There are two challenges that need to be bypassed, the first one is to avoid implicit round down in mul, and the second is to ensure the revenue is not rounded away during explicit scaling. To achieve this, we first mint 10^-9 + 2 * 10^-18 spreads seperately (10^9 + 2 under 18 decimals), and as shown before, no additional fees are required while minting spread from original option. Then we neutralize all those spreads at once, the calculation is shown below

  1. neutralize 10^-9 + 2 * 10^-18 (10^9 + 2 under 18 decimals) spread B 4-1. X1 = _qTokenToMintStrikePrice * 10^19 = 10^9 * 10^19 = 10^28 4-2. X2 = _qTokenToMintStrikePrice * 10^19 = (10^9 + 1) * 10^19 = 10^28 + 10^19 4-3. X3 = _optionsAmount * 10^9 = (10^9 + 2) * 10^9 = 10^18 + 2 4-4. Y1 = (X2 - X1) * 10^27 // X2 = (10^28 + 10^19 - 10^28) * 10^27 // (10^28 + 10^19) = 99999999000000000 4-5. Y2 = Y1 * X3 // 10^27 = 99999999000000000 * (10^18 + 2) / 10^27 = 1000000000 4-6. Z = Y2 // 10^9 = 10^9 // 10^9 = 1

And with this, we managed to generate 10^-18 weth of revenue.

This approach is pretty impractical due to the requirement of minting 10^-18 for 10^9 + 2 times. This montrous count mostly likely requires a lot of gas to pull off, and offsets the marginal revenue generated through our attack. This leads us to explore other possible methods to bypass this limitation.

It's time to start looking at the second bug.

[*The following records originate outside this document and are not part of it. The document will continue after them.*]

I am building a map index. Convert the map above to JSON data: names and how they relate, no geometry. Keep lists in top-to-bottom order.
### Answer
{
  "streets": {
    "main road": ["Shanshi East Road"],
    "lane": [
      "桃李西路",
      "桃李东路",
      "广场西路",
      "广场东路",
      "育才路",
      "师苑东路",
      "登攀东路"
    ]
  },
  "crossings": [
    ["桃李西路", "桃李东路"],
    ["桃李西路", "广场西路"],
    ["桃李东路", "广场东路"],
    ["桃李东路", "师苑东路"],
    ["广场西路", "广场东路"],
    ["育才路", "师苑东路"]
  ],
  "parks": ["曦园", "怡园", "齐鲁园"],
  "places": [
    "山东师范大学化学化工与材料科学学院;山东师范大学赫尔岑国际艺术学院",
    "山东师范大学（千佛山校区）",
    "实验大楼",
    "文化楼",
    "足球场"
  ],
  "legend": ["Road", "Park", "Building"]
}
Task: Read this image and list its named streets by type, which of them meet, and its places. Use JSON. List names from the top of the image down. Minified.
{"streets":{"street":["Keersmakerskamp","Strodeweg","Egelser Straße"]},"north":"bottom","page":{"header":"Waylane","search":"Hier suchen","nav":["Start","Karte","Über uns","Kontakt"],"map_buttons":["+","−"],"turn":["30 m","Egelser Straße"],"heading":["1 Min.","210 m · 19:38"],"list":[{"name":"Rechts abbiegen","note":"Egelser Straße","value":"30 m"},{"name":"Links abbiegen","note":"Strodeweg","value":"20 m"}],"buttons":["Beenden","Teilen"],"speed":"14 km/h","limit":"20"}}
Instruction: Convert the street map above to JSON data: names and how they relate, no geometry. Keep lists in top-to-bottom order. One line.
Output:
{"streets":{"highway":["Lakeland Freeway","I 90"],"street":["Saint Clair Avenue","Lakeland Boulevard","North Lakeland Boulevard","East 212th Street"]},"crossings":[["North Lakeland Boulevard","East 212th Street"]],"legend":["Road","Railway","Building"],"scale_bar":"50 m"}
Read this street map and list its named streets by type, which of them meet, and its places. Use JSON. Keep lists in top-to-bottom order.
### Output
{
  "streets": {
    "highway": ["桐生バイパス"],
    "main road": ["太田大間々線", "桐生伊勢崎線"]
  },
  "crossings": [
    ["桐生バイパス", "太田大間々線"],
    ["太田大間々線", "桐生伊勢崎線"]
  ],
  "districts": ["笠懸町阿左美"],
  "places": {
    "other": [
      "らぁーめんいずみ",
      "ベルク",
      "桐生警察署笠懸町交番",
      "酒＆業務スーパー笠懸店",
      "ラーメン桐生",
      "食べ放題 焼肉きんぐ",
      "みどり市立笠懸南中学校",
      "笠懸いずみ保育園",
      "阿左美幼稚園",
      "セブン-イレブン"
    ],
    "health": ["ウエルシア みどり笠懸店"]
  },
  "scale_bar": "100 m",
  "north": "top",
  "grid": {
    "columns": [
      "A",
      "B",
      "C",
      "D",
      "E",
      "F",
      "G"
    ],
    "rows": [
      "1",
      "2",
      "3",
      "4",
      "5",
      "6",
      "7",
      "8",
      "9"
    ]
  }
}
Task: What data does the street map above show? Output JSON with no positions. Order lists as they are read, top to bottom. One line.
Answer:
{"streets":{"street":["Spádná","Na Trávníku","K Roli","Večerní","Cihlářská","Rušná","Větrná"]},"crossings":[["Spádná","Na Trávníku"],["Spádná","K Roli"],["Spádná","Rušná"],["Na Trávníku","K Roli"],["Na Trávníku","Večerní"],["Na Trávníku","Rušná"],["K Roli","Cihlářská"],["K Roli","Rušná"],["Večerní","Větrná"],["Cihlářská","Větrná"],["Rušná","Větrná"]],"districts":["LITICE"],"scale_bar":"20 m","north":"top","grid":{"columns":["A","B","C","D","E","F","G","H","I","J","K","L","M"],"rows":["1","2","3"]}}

Recall we mentioned the second bug is in intToUint, so here's the implementation of it. It is not hard to see that this is actually an abs function named as intToUint.

    function intToUint(int256 a) internal pure returns (uint256) {
        if (a < 0) {
            return uint256(-a);
        } else {
            return uint256(a);
        }
    }

Where is this function used? And yes, you guessed it, in QuantCalculator.calculateClaimableCollateral. The process of claiming collateral is quite complex, but we will only look at the specific case relevant to the exploit. Before reading code, let's first show the desired scenario. Note that while we wait for expiry, there are no need to sell any option/spread.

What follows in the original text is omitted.